Sobald ein ETF Aktien aus verschiedenen Ländern hält, entsteht ein Währungsrisiko. Dividenden, die aus den verschiedenen Wertpapieren in das Fondsvermögen in einer anderen Währung als die Fondswährung fließen, werden umgerechnet. Je nach Auf- oder Abwertung der Währungen entstehen Verluste bzw. Gewinne – kurz, es baut sich das Risiko von Währungsverlusten auf.
ETFs können in verschiedenen Formen nachgebildet werden. Einerseits hat sich an dieser Stelle die physische Replikation etabliert. Hier halten Fondsgesellschaften die Aktien der Unternehmen tatsächlich. Auf der anderen Seite gibt es die synthetische Replikation, bei welcher Derivate für die Nachbildung verwendet werden.
Fonds, die auf dem MSCI World x USA basieren, sind nur eine Möglichkeit für Investments in die globalen Aktienmärkte. Inzwischen nutzen Fondsgesellschaften sehr unterschiedliche Ideen, Ansätze und Strategien. Eine Möglichkeit: ETFs, die auf hybride Strategien setzen und ein Optionen-Overlay verwenden. Eines der Beispiels wäre der J.P. Morgan Global Equity Premium Income (ISIN: IE0003UVYC20).
Ebenfalls interessant können sogenannte Faktor-ETFs sein. Hier erfolgt die Gewichtung nicht nach der Marktkapitalisierung wie im zugrunde liegenden Index, sondern basierend nach Teilsektoren wie zyklischen oder nicht-zyklischen Konsumgütern, Cybersicherheit usw. Das Ergebnis sind Konsumgüter ETFs oder Cyber Security ETFs, die auch als Smart Beta bezeichnet werden.
Indexwerte wie der DAX oder S&P 500 kennen viele Anleger. Bei einem Index wie dem MSCI World ex USA sieht die Situation anders aus. Da die USA in diesem Index ausgeklammert werden, ist er nicht für jeden Anleger interessant. Auf der anderen Seite nutzen Trader den Index gerade aufgrund dieser Tatsache für das eigene Aktienportfolio, um damit den stark technologiebasierten US-Markt auszuklammern. Mit ETFs, welche auf dem MSCI World ex USA basieren, lässt sich selbst mit kleinen Sparraten Vermögen aufbauen.
Da der Index den US-Markt ausklammert und so Technologiewerte nicht so stark gewichtet, ist die Entwicklung des Indexwertes nicht im gleichen Umfang volatil wie der Hauptindex. Er eignet sich also eher für einen Low Volatilty Ansatz.
Die Auswahl an ETFs auf den Index ist aktuell überschaubar. Als Anleger müssen Sie daher das Handelsangebot der einzelnen Broker sehr detailliert prüfen und sich dabei auch die Frage stellen, inwiefern deren Leistungsportfolio passt.

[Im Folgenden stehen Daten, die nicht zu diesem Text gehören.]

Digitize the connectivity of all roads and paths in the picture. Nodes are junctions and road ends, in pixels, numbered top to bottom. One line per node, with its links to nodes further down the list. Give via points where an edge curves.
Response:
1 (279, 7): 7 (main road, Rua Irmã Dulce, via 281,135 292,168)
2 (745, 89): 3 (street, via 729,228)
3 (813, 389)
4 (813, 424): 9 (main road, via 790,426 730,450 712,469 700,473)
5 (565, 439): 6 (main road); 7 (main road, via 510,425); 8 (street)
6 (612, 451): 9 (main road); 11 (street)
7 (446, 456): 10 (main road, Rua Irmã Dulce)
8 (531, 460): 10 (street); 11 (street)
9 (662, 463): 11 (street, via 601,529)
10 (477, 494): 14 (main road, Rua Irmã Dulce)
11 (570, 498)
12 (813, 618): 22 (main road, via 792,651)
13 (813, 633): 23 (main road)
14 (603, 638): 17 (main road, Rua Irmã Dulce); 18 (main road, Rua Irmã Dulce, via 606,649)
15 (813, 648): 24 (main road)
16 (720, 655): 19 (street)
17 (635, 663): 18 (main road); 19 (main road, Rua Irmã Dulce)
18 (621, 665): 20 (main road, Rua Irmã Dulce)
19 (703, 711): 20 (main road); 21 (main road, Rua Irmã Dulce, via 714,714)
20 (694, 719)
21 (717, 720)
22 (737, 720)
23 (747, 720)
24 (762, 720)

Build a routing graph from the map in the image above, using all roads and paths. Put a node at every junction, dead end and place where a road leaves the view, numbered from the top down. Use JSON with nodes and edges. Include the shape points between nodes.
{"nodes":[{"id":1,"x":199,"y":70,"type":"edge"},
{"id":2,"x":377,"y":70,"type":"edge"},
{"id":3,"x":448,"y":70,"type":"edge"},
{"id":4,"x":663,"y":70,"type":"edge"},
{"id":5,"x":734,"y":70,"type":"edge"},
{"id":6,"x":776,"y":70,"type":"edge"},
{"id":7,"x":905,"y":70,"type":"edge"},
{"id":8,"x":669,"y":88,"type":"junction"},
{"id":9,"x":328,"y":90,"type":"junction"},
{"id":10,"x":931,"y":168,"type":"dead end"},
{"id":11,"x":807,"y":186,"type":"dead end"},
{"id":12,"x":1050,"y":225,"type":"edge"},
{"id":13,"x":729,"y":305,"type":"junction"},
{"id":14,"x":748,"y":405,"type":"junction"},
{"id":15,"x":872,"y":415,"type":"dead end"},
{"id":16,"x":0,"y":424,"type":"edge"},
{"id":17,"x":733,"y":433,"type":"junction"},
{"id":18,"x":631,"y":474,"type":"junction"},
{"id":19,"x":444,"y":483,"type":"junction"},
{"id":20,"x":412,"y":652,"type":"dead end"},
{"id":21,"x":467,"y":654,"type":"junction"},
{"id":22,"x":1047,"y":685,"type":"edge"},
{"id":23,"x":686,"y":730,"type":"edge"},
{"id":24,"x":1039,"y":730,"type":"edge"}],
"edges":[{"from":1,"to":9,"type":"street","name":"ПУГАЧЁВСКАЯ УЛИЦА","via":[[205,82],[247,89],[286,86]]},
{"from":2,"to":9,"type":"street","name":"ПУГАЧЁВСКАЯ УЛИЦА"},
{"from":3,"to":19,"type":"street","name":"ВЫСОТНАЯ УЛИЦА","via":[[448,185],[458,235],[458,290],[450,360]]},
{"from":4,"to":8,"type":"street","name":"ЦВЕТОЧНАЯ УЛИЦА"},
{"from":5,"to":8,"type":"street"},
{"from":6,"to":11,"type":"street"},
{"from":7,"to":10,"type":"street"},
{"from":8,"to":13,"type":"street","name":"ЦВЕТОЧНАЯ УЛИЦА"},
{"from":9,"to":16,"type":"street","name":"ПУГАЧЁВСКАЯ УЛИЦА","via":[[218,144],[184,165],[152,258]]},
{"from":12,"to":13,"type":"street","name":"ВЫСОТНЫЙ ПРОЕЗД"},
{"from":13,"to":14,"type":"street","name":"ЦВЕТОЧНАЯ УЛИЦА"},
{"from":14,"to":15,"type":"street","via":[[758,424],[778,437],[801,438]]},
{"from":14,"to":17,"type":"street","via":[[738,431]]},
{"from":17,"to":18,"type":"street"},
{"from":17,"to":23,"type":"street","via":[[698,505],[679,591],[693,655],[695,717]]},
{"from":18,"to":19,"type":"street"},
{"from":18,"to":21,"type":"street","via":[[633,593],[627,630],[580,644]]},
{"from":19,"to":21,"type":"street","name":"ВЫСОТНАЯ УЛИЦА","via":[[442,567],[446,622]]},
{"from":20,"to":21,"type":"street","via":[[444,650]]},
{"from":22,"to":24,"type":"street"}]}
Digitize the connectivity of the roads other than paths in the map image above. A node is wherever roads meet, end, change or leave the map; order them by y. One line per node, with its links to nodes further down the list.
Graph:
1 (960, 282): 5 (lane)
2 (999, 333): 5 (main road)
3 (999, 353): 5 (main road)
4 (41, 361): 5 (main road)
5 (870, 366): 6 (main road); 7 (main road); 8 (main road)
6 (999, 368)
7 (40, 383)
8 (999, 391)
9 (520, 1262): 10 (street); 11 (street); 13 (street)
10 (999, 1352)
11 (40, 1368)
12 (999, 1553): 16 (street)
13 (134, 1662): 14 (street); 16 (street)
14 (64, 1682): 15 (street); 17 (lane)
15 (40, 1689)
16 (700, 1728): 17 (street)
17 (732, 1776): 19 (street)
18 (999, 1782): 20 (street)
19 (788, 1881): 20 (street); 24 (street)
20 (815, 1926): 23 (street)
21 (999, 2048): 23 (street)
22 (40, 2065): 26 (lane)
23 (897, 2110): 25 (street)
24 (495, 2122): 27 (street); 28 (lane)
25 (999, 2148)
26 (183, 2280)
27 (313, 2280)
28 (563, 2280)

Grundsätzlich ist es aus unserer Position nicht möglich pauschal für alle verfügbaren ETFs zu sprechen. Für viele Assets lässt sich zwar ein Trend erkennen, der dem Index folgt, für den individuellen Einzelfall muss dies aber nicht zutreffen.
Investieren Sie in den MSCI World ex USA in Deutschland – bei einem Broker mit inländischem Geschäftssitz – wird die Abgeltungssteuer eingezogen. Ausländische Kapitalerträge versteuern Sie mit der Einkommenssteuererklärung.
Als Anleger können Sie eine Rendite entweder über den Verkauf der Anteile erzielen oder im Rahmen von Dividenden. Diese schütten Unternehmen aus, die in dem Fondsvermögen gehalten werden.